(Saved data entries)
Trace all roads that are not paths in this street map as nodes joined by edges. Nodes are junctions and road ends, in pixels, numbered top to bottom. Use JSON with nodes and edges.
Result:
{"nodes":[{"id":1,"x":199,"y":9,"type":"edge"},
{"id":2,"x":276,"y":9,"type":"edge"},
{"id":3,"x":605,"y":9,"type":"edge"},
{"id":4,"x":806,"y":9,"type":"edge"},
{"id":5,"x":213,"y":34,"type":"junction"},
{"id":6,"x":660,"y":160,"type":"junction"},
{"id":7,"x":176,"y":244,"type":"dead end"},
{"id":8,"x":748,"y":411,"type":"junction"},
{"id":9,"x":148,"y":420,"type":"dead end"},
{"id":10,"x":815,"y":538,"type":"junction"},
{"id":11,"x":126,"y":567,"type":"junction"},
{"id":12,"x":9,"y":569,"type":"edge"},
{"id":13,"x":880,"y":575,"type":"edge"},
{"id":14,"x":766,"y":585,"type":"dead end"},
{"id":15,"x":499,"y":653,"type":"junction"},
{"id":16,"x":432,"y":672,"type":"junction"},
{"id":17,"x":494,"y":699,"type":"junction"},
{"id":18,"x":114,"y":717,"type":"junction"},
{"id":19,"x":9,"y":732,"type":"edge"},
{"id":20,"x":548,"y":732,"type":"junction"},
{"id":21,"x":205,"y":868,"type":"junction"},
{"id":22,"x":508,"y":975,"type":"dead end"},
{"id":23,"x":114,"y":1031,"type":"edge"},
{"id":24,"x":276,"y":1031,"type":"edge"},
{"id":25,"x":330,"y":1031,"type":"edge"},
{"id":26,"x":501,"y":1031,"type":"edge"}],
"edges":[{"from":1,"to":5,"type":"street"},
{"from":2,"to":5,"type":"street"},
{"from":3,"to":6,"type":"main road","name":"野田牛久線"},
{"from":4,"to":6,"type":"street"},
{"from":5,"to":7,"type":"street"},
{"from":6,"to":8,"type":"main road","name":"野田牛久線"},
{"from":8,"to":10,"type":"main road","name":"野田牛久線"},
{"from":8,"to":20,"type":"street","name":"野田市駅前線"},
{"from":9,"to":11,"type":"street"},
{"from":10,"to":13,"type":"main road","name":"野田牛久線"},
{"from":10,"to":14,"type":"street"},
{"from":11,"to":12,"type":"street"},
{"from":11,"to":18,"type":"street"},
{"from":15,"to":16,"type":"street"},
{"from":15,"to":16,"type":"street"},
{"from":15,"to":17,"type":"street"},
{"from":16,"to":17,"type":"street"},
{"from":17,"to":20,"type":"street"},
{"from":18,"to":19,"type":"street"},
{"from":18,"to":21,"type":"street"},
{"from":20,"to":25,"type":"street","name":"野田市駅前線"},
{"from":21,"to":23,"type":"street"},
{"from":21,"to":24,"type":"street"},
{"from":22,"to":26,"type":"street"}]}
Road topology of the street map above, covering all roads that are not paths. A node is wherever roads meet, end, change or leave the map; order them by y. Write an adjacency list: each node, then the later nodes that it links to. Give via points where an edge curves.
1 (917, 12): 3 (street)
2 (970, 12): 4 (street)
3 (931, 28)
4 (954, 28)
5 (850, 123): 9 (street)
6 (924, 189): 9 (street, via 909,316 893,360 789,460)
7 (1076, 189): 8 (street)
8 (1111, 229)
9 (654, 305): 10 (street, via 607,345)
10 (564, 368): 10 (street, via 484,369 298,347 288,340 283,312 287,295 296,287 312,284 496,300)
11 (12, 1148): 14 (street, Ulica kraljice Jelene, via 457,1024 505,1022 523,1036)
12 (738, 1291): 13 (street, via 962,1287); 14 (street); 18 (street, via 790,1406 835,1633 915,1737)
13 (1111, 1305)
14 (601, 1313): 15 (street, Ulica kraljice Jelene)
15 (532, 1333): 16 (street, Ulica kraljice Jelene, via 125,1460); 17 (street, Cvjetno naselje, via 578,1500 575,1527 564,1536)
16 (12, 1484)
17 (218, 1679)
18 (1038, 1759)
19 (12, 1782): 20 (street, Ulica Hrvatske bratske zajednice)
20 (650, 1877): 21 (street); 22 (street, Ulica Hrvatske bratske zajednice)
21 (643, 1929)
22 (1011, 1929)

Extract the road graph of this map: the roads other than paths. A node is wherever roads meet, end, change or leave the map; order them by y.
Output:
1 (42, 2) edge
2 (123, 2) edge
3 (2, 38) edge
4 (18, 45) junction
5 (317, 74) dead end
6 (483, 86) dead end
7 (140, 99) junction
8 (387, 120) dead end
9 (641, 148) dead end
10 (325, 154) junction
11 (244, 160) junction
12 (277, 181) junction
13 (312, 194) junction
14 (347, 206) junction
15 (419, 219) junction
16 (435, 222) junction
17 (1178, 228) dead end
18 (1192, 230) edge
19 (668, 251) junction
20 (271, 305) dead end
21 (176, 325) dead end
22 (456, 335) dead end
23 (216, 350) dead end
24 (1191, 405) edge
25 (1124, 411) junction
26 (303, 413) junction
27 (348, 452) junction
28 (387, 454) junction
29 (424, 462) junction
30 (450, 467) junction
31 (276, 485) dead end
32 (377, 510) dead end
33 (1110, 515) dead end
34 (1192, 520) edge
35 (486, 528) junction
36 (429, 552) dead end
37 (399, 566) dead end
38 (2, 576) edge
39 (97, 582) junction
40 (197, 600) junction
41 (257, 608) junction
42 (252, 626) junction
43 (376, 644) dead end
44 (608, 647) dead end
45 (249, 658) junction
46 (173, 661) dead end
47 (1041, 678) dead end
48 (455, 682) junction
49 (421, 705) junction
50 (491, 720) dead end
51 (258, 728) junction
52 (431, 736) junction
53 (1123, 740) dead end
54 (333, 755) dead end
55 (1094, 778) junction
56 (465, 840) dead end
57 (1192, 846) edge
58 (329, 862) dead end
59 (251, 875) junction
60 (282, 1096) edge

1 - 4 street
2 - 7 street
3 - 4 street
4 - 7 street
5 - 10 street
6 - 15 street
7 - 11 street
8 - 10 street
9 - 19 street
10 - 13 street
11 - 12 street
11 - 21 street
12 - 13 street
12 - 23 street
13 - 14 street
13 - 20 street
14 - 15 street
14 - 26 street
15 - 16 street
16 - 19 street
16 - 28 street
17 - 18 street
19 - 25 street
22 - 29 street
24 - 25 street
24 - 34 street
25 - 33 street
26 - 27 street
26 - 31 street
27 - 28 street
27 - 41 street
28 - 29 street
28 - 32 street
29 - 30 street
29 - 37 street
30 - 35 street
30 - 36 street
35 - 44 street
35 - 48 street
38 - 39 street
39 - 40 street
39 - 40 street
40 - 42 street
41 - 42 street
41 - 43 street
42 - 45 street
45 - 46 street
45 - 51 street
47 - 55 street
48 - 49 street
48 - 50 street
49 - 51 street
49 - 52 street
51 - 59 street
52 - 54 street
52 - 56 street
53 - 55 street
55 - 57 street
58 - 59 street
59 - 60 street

> THE PROBLEM
Look through the data above for the string "Jelene" and copy every line where it appears.

> TASK SOLUTION
11 (12, 1148): 14 (street, Ulica kraljice Jelene, via 457,1024 505,1022 523,1036)
14 (601, 1313): 15 (street, Ulica kraljice Jelene)
15 (532, 1333): 16 (street, Ulica kraljice Jelene, via 125,1460); 17 (street, Cvjetno naselje, via 578,1500 575,1527 564,1536)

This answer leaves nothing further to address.